In the midst of fake news and disinformation, two-thirds of the Britons surveyed say they value journalism more now a result of the crisis.
Tellingly, the proportion who are positive about journalism rises to 77% among the under 35s who are increasingly going to trusted news brands to check what they read on social media.
Overall ,70% agreed that: “ a world without journalism would harm democratic society.”
Apart from covering important topics and issues that might be overlooked, news consumption also helps to connect with others, understand the world around us and help others to thrive.
(You can find out more about this research during an upcoming Newsworks webinar, hosted by Mediatel News – register for free here.)
That is the good news. However, another survey of local and regional editors tells a very different story.
Local editors want the government to intervene in the UK digital market place to curb the activities of Google and Facebook “which could wipe out local journalism if left unchecked.”
No less than 89% of the editors surveyed believe the practices of Facebook and Google pose an existential threat to local journalism.
The same percentage say that the UK Government should act to make the tech giants pay for the local journalism on their platforms, along the lines of the proposal by the Australian government.
The numbers are stark. Google and Facebook took around 80% of the £14 billion spent on digital advertising in the UK last year, while national and local newspapers, which produce most of the content that drives traffic to the sites, got a mere 4%.

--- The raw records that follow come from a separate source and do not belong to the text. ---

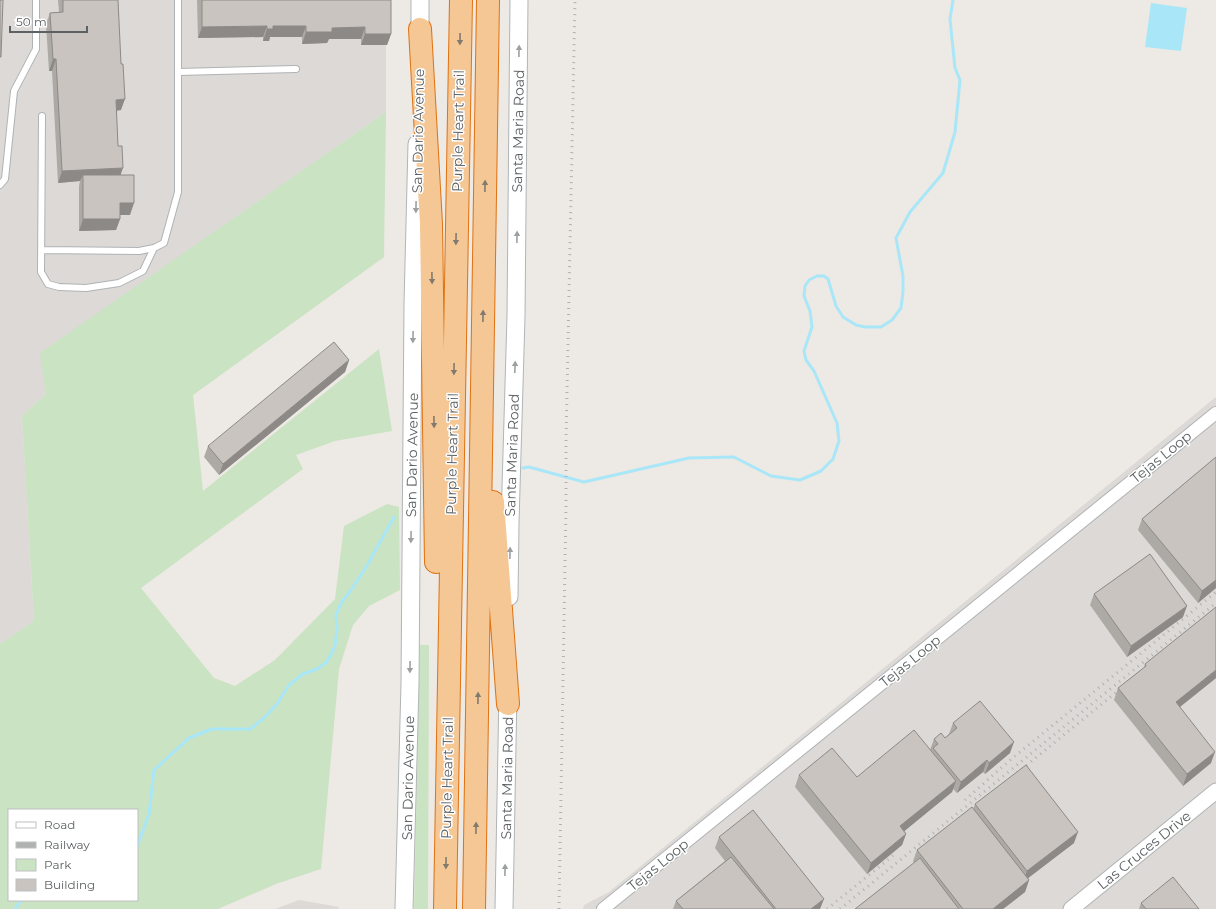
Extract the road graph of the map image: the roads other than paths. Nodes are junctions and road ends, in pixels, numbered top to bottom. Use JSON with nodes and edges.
{"nodes":[{"id":1,"x":36,"y":0,"type":"edge"},
{"id":2,"x":178,"y":0,"type":"edge"},
{"id":3,"x":420,"y":0,"type":"edge"},
{"id":4,"x":460,"y":0,"type":"edge"},
{"id":5,"x":488,"y":0,"type":"edge"},
{"id":6,"x":519,"y":0,"type":"edge"},
{"id":7,"x":420,"y":29,"type":"junction"},
{"id":8,"x":296,"y":68,"type":"dead end"},
{"id":9,"x":178,"y":72,"type":"junction"},
{"id":10,"x":42,"y":116,"type":"dead end"},
{"id":11,"x":0,"y":185,"type":"edge"},
{"id":12,"x":154,"y":248,"type":"junction"},
{"id":13,"x":42,"y":250,"type":"junction"},
{"id":14,"x":483,"y":355,"type":"junction"},
{"id":15,"x":1216,"y":413,"type":"edge"},
{"id":16,"x":448,"y":682,"type":"junction"},
{"id":17,"x":508,"y":704,"type":"junction"},
{"id":18,"x":1216,"y":791,"type":"edge"},
{"id":19,"x":404,"y":909,"type":"edge"},
{"id":20,"x":445,"y":909,"type":"edge"},
{"id":21,"x":474,"y":909,"type":"edge"},
{"id":22,"x":504,"y":909,"type":"edge"},
{"id":23,"x":603,"y":909,"type":"edge"},
{"id":24,"x":1071,"y":909,"type":"edge"}],
"edges":[{"from":1,"to":11,"type":"lane"},
{"from":2,"to":9,"type":"lane"},
{"from":3,"to":7,"type":"main road","name":"San Dario Avenue"},
{"from":4,"to":16,"type":"highway","name":"Purple Heart Trail","one_way":true},
{"from":14,"to":5,"type":"highway","name":"Purple Heart Trail","one_way":true},
{"from":17,"to":6,"type":"main road","name":"Santa Maria Road","one_way":true},
{"from":7,"to":16,"type":"highway","one_way":true},
{"from":7,"to":19,"type":"main road","name":"San Dario Avenue","one_way":true},
{"from":8,"to":9,"type":"lane"},
{"from":9,"to":12,"type":"lane"},
{"from":10,"to":13,"type":"lane"},
{"from":12,"to":13,"type":"lane"},
{"from":12,"to":13,"type":"lane"},
{"from":14,"to":17,"type":"highway"},
{"from":21,"to":14,"type":"highway","name":"Purple Heart Trail","one_way":true},
{"from":15,"to":23,"type":"street","name":"Tejas Loop"},
{"from":16,"to":20,"type":"highway","name":"Purple Heart Trail","one_way":true},
{"from":22,"to":17,"type":"main road","name":"Santa Maria Road","one_way":true},
{"from":18,"to":24,"type":"street","name":"Las Cruces Drive"}]}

Against such a background, talk about the importance of a free press is both glib and cheap.
The unprecedented scale of the competition from the tech companies and the enormity of both their impact on the finances of established news brands and, more fundamentally on society itself, requires an equally unprecedented response.
It has to be coordinated and involve not just money – though that is important – but also making sure that the multi-billionaire founders of social media companies are increasingly required to take greater responsibility for the content on their sites.

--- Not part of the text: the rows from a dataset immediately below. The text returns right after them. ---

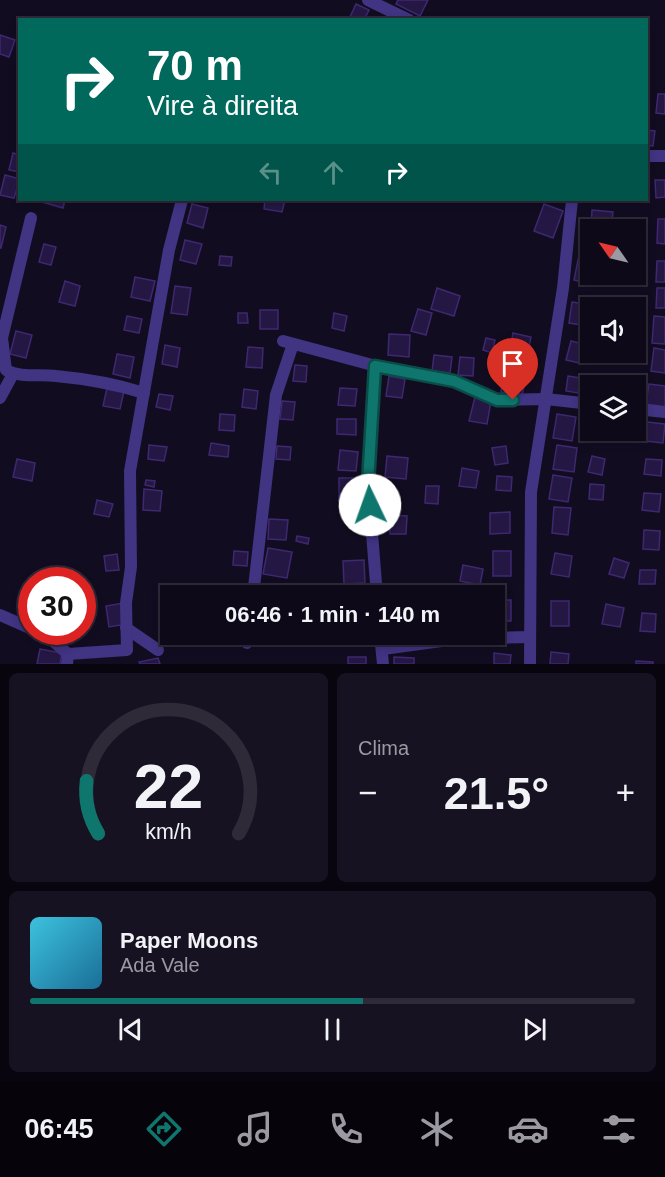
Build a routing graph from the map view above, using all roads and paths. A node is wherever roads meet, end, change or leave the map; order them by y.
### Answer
1 (368, 0) edge
2 (405, 18) edge
3 (648, 156) edge
4 (665, 156) edge
5 (182, 201) edge
6 (572, 201) edge
7 (31, 218) dead end
8 (1, 336) edge
9 (375, 366) junction
10 (13, 374) junction
11 (144, 393) junction
12 (0, 398) edge
13 (546, 399) junction
14 (580, 403) edge
15 (646, 410) edge
16 (665, 412) edge
17 (255, 585) edge
18 (376, 585) edge
19 (0, 615) edge
20 (18, 622) edge
21 (126, 628) junction
22 (530, 637) junction
23 (55, 645) edge
24 (382, 645) edge
25 (383, 649) junction
26 (158, 650) dead end
27 (68, 659) edge
28 (383, 664) edge
29 (530, 664) edge

1 - 2 street
3 - 4 street
5 - 11 street
6 - 13 street
7 - 8 street
8 - 10 street
9 - 13 street
9 - 17 street
9 - 18 street
10 - 11 street
10 - 12 street
11 - 21 street
13 - 14 street
13 - 22 street
15 - 16 street
19 - 20 street
21 - 26 street
21 - 27 street
22 - 25 street
22 - 29 street
23 - 27 street
24 - 25 street
25 - 28 street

The decision by Facebook to delete a posting by President Trump that COVID-19 was “less lethal” than the flu is welcome. Twitter hid the Trump claim and warned against false and misleading information. But there is still a long way to go.
Of course established publishers must be fairly compensated for the intellectual property they expensively create, by law if necessary, but that should be only a first step.
A way must be found, at international level if that is the only way, to ensure that the tech giants pay a fair level of taxation and contribute more to the societies where they make their fortunes.
In a recent year, Facebook paid £28 million in corporation tax in the UK while enjoying record revenues of £1.6 billion.
A U.S government led by President Biden, if the current polls are to be believed, must also launch an anti-trust investigation into the size and reach of the tech companies, which continue to expand endlessly through acquisition.
There are other ways of tackling fake and harmful news carried by the social media without going to legislation and that is to push for greater co-operation between publishers, advertisers and advertising agencies to support best practice and end toleration of hateful and harmful content.
James Mitchinson, editor of the Yorkshire Post, which recently won the top regional daily award, has been arguing for the creation of a publisher’s code of practice, which would be aligned with a conscientious advertiser’s network.
In an interview in InPublishing magazine, Mitchinson attacks publishers who put out “unconscionable content” in return for programmatic rewards and appeals to advertisers and agencies to take greater responsibility for the context in which their ads appear.
Whatever the mechanisms chosen, it really is time for politicians to pay more than lip service to freedom of the press and holding the powerful to account and to do it in their actions and policies and above all, for more than one week a year during the Journalism Matters campaign.